When Paul was a graduate student at the University of Wisconsin, he took a group of students on a fossil fuel trip (the Mason Creek Site) not far from his parent's home. He stopped in with the students and showed them his marble collection.
A year later in 1972, one of the girls who had seen the collection called to tell him that her brother had found an unusual marble in the mud of a storm sewer that he was helping to clean out.
Depicting a man on a stump with pipe, and pinwheels on each end, this is a hard-to-find marble and Paul was delighted at the chance of purchasing it from its finder.
At the opposite end of the scale is a carefully preserved box set of Christensen Agate marbles.

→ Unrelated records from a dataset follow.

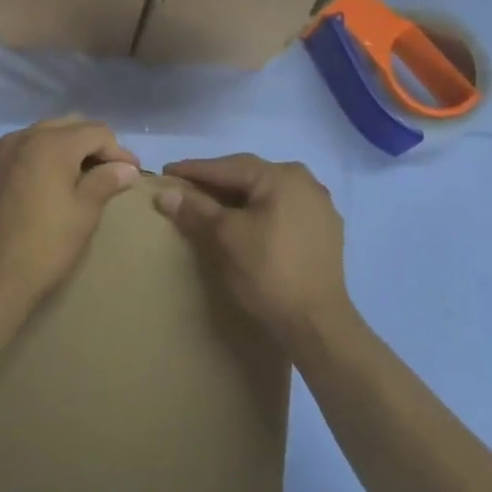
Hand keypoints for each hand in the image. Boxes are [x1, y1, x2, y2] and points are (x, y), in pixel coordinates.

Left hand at [0, 117, 141, 307]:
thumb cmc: (47, 244)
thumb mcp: (85, 212)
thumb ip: (107, 180)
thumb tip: (127, 168)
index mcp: (51, 144)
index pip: (95, 132)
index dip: (118, 150)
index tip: (132, 172)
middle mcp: (23, 137)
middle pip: (69, 125)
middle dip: (93, 143)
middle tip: (110, 170)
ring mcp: (1, 152)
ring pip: (44, 133)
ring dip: (67, 146)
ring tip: (82, 174)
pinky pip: (22, 148)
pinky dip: (41, 155)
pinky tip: (50, 180)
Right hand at [156, 155, 352, 346]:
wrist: (316, 325)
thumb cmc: (268, 273)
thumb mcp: (226, 237)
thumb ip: (196, 209)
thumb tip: (165, 193)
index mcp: (283, 176)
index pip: (228, 167)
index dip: (194, 170)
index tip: (166, 171)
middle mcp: (306, 182)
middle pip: (250, 177)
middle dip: (217, 182)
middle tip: (186, 188)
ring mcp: (320, 207)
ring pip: (267, 194)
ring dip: (238, 198)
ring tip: (211, 205)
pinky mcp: (325, 231)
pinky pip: (283, 211)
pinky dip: (259, 213)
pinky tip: (246, 224)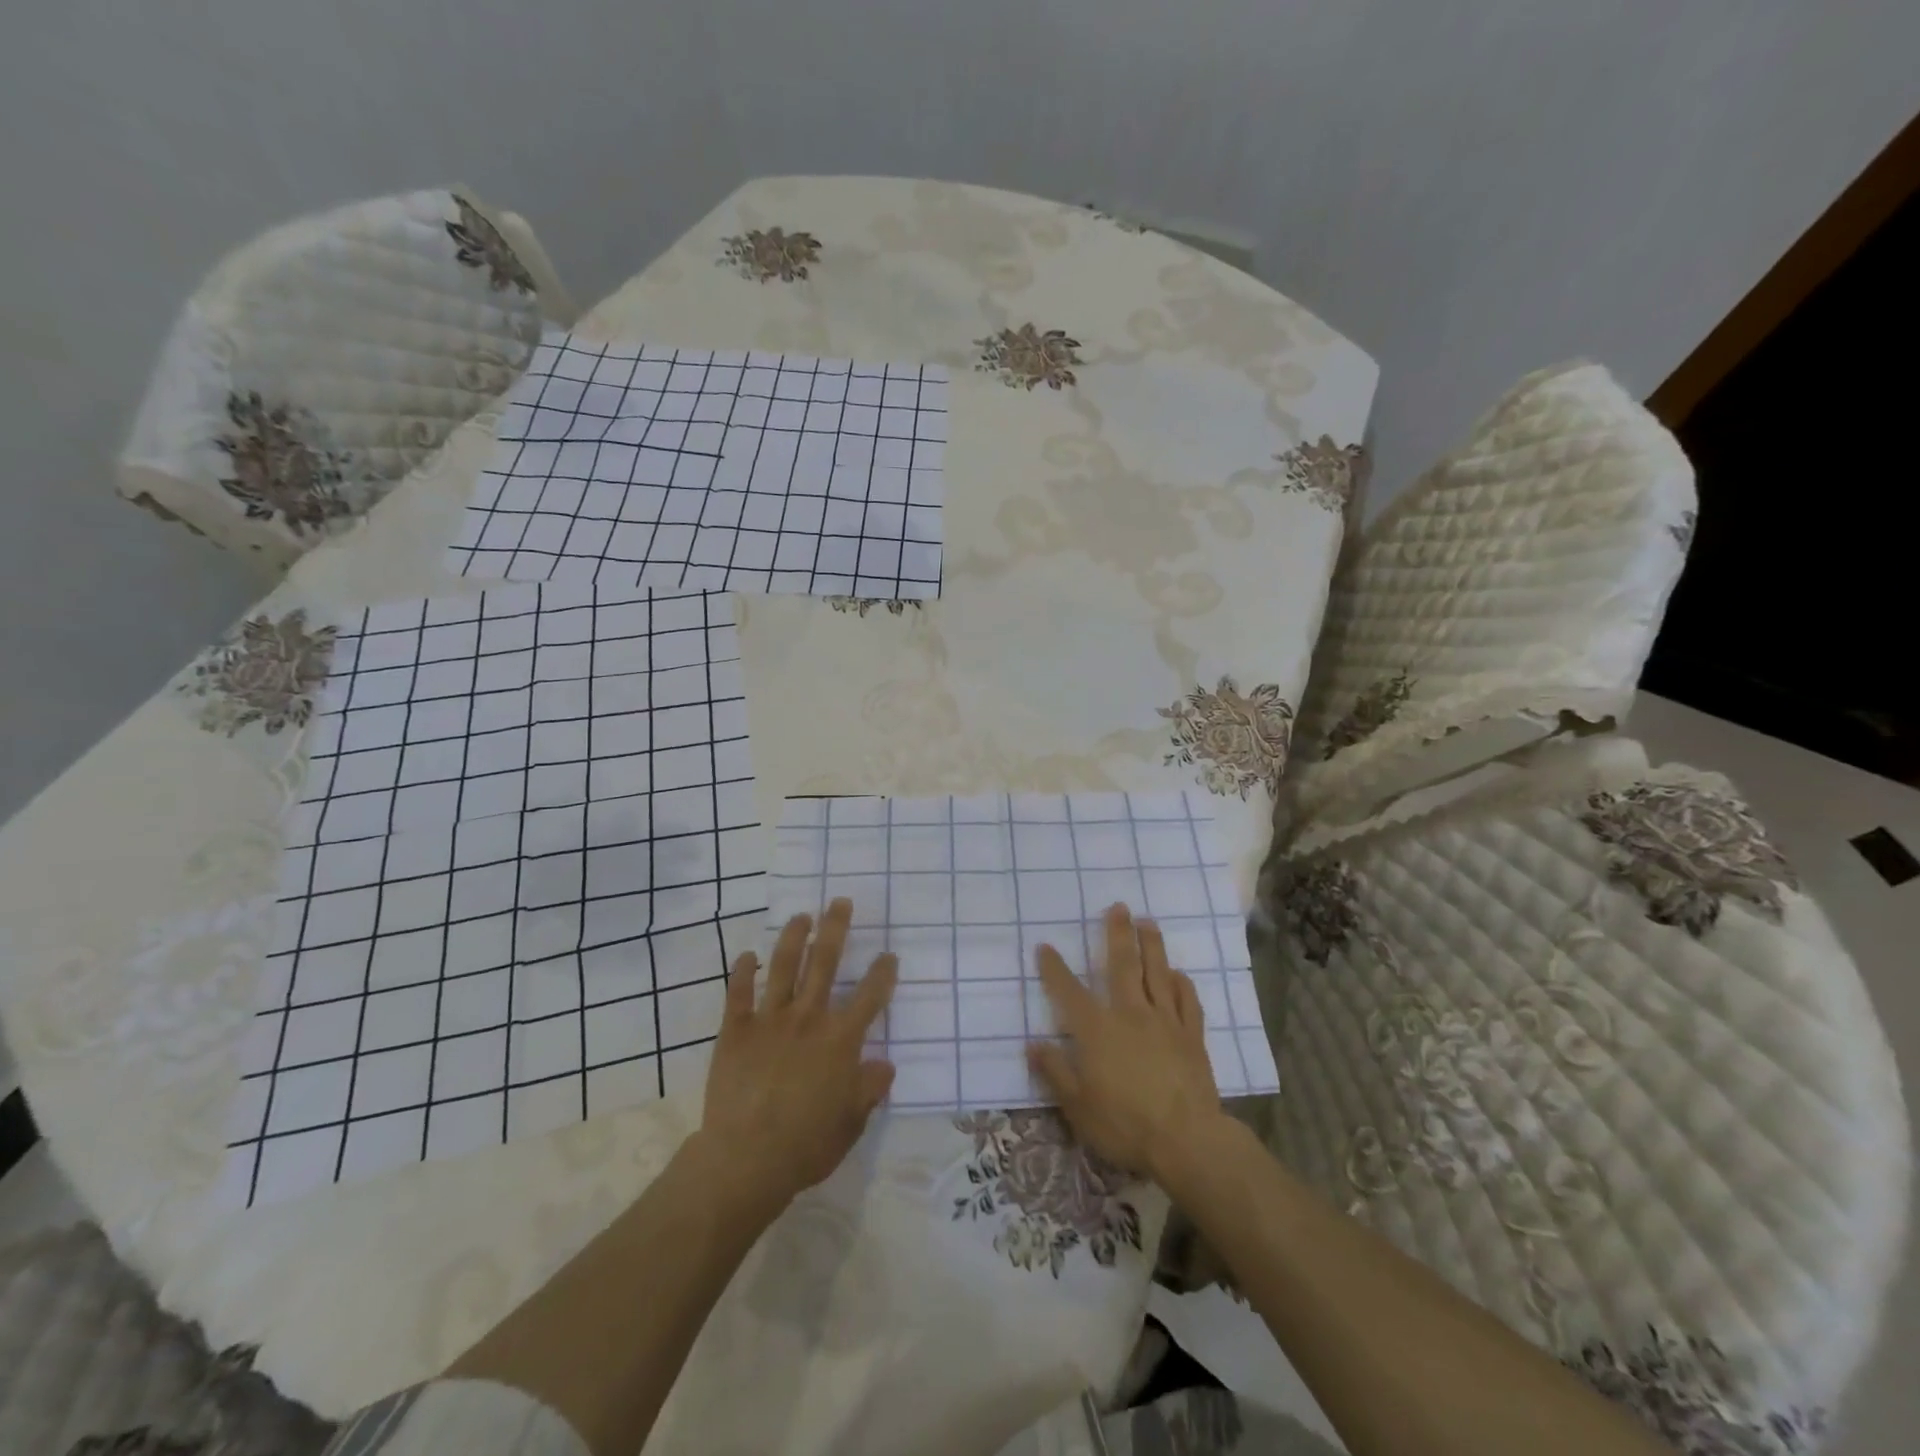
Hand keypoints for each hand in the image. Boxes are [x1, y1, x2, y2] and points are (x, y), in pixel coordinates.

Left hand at [690, 899, 897, 1217]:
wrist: (746, 1159)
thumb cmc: (806, 1144)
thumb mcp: (851, 1122)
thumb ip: (869, 1088)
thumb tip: (885, 1064)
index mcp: (841, 1040)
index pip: (870, 997)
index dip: (882, 973)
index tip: (888, 955)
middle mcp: (809, 1018)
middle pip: (825, 963)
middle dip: (835, 929)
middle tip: (840, 902)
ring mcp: (770, 1020)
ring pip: (784, 967)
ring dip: (793, 937)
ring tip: (801, 916)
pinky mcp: (736, 1030)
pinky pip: (739, 993)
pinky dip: (743, 971)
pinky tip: (747, 955)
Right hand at [1027, 903, 1223, 1181]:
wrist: (1187, 1140)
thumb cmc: (1125, 1124)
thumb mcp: (1077, 1106)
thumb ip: (1055, 1071)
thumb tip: (1032, 1044)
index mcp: (1098, 1030)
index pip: (1069, 992)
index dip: (1055, 968)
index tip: (1045, 946)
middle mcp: (1130, 1014)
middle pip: (1123, 965)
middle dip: (1117, 933)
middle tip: (1118, 906)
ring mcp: (1165, 1022)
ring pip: (1158, 974)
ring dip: (1152, 945)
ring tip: (1148, 922)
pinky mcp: (1192, 1036)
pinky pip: (1188, 1002)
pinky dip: (1183, 984)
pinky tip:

The guinea box set is extremely rare. Indeed it is the only No. 00 Morphy's knows to exist. Containing 13 blue guineas and 12 clear, it was found in a trailer in Cambridge, OH and belonged to John Early, a marble grader at the Christensen Agate.
The star of the show, however, is likely to be an extremely rare Onionskin Peacock Lutz Marble with Mica. Its colours include purple, orange, yellow, blue, pink, red, green, turquoise, and baby blue with large chunks of mica and lutz.
Probably made in the 1920s by a master marble maker, its surface condition is fabulous with only one micro subsurface reflection near the pontil.
Paul's father encouraged him to buy this marble (with his help) at a high-end antique show in Lake Forest, IL in 1959 to 1961. It was part of a pair, so a second similar marble does exist.
Paul thought that the coloured glass sulphides (there were at least six) were outrageously priced at $100 each. This marble and its mate were priced at $75 each (only) and Paul's dad, collecting since the 1930s, had never seen one like it. It is graded at 9.7-9.8 and listed at $10,000-20,000.